I've taken in acquaintances in crisis before, and the thing that's meant the most to me afterwards was just hearing that it helped and they're doing better. A thank-you card written with real sincerity will probably count for more than you think.
posted by nebulawindphone at 3:41 AM on August 19, 2017 [14 favorites]

As a former teacher (although not at the graduate level), I can say that the most meaningful gifts of gratitude I ever received were heartfelt notes/letters from students or their parents that specifically called out the ways that they felt I'd made a difference to them. I honestly don't remember items that I received as gifts but I still have every card and letter.
posted by bookmammal at 4:28 AM on August 19, 2017 [8 favorites]

Agreeing that a heartfelt note is the best gift.

Get some nice paper and envelopes. Draft out your message on scratch paper/your computer until you have it perfect, then copy it out as neatly as you can. If you want, you can add something small like fancy chocolate or hand lotion, but that's really not necessary - the words are the important thing. I still can't look at the box of notes my students gave me without tearing up, in a good way.
posted by Tamanna at 4:51 AM on August 19, 2017 [2 favorites]

I agree that a heartfelt note is best, BUT since you feel it won't cut it (and I get that--I was in a similar position once and am very much a gift-giver), how abut a gift certificate to a local independent bookstore? I gave that to one of my former writing faculty and she was over the moon.
posted by stillmoving at 5:07 AM on August 19, 2017 [2 favorites]


Follow their careers and lives closely. They have become part of the tribe of people who will always matter to you. Therefore when one of them releases a new book in 2023 you will know it. And when one of them is banged up in a car accident in 2019 you will know it. And when one of them passes away in 2038 you will know it. And when one of their kids starts uni at the school in your city you will know it. And you will provide, however much support you can from where ever you are at that time.

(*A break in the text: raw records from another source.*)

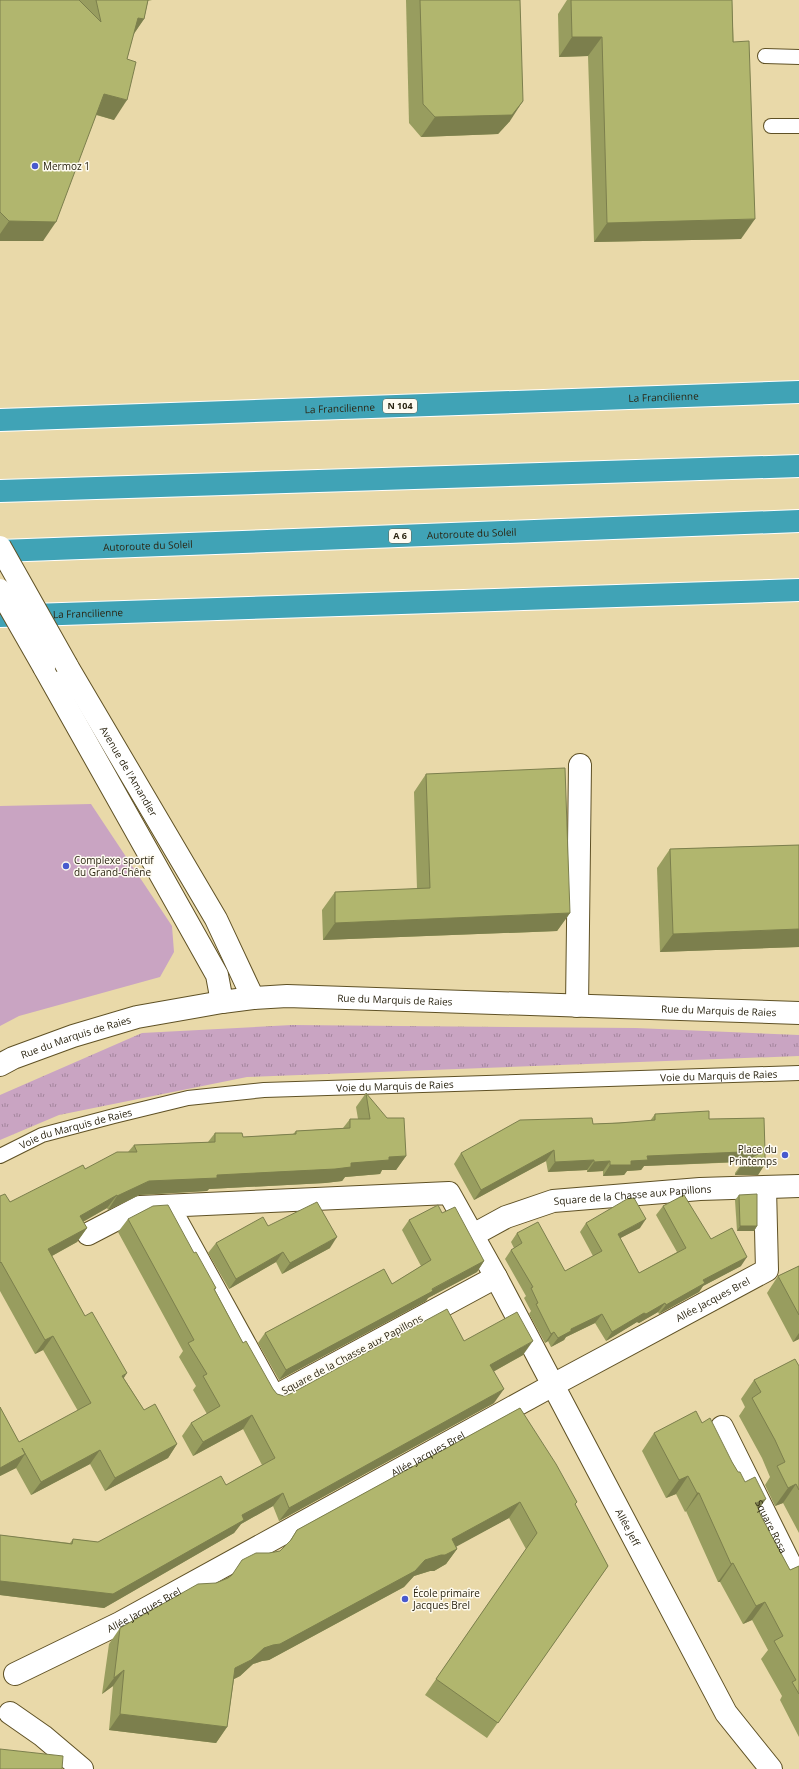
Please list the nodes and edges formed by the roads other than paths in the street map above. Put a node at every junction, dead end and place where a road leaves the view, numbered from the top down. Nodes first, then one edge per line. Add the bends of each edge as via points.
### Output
1 (765, 56) dead end
2 (799, 57) edge
3 (770, 126) dead end
4 (799, 126) edge
5 (799, 392) edge
6 (0, 420) edge
7 (799, 466) edge
8 (0, 492) edge
9 (799, 521) edge
10 (0, 546) edge
11 (0, 551) edge
12 (0, 590) edge
13 (799, 590) edge
14 (0, 616) edge
15 (580, 765) dead end
16 (253, 998) junction
17 (222, 1002) junction
18 (576, 1006) junction
19 (799, 1013) edge
20 (0, 1065) edge
21 (799, 1072) edge
22 (0, 1156) edge
23 (799, 1186) edge
24 (765, 1188) junction
25 (168, 1206) junction
26 (88, 1234) edge
27 (473, 1235) junction
28 (496, 1277) junction
29 (554, 1385) junction
30 (722, 1427) dead end
31 (799, 1582) edge
32 (15, 1674) dead end
33 (10, 1713) dead end
34 (82, 1769) edge
35 (771, 1769) edge

1 - 2 lane
3 - 4 lane
5 - 6 highway, La Francilienne / N 104
7 - 8 highway
9 - 11 highway, Autoroute du Soleil / A 6
10 - 16 street, Avenue de l'Amandier, bridge via 67,666 216,919
12 - 17 street, bridge via 217,975
13 - 14 highway, La Francilienne
15 - 18 street
16 - 17 street, Rue du Marquis de Raies
16 - 18 street, Rue du Marquis de Raies via 287,996
17 - 20 street, Rue du Marquis de Raies via 136,1017 73,1036
18 - 19 street, Rue du Marquis de Raies
21 - 22 lane, Voie du Marquis de Raies via 264,1090 188,1098 114,1116 42,1136
23 - 24 street, Square de la Chasse aux Papillons
24 - 27 street, Square de la Chasse aux Papillons via 700,1189 553,1200 506,1217
24 - 29 street, Allée Jacques Brel via 767,1270
25 - 26 street via 140,1207
25 - 27 street via 449,1193
25 - 28 street, Square de la Chasse aux Papillons via 274,1397
27 - 28 street
28 - 29 street, Allée Jeff
29 - 32 street, Allée Jacques Brel via 120,1623
29 - 35 street, Allée Jeff via 726,1713
30 - 31 street, Square Rosa
33 - 34 street via 43,1736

It may be that in 2023 you will only send a quick note saying, "Congratulations to the best damn mentor ever!" and it may be that in 2019 you will be on the wrong side of the continent, so you will send a note saying, "Feel so very upset about George. Wish I could be there to do SOMETHING, anything, so I went and donated blood today. Please recover fast!" and in 2038 you will send the widower a month's worth of meal deliveries since again you are on the wrong side of the continent, or maybe just write a long heartfelt tribute on the funeral home memorial tribute page if you are flat broke. But you will reach out again. And the month that Sydnyi is due to move into residence you will get in touch with they's parents and volunteer to be a in-the-same-city alloparent/peer, if they want to introduce you, to take Sydnyi out for coffee once a month and be a local resource.

Failing that - after all my first suggestion may be way too difficult if your mentors are private people and keeping in touch with them would require stalking or that kind of organization is too much of a challenge for you as it would be for many people - set your long-term calendar with a couple of reminders and send some delayed thank you letters to them, a year and two years and a decade later. Write them when you send them telling them how what they did then still has an impact on you at the time when you write.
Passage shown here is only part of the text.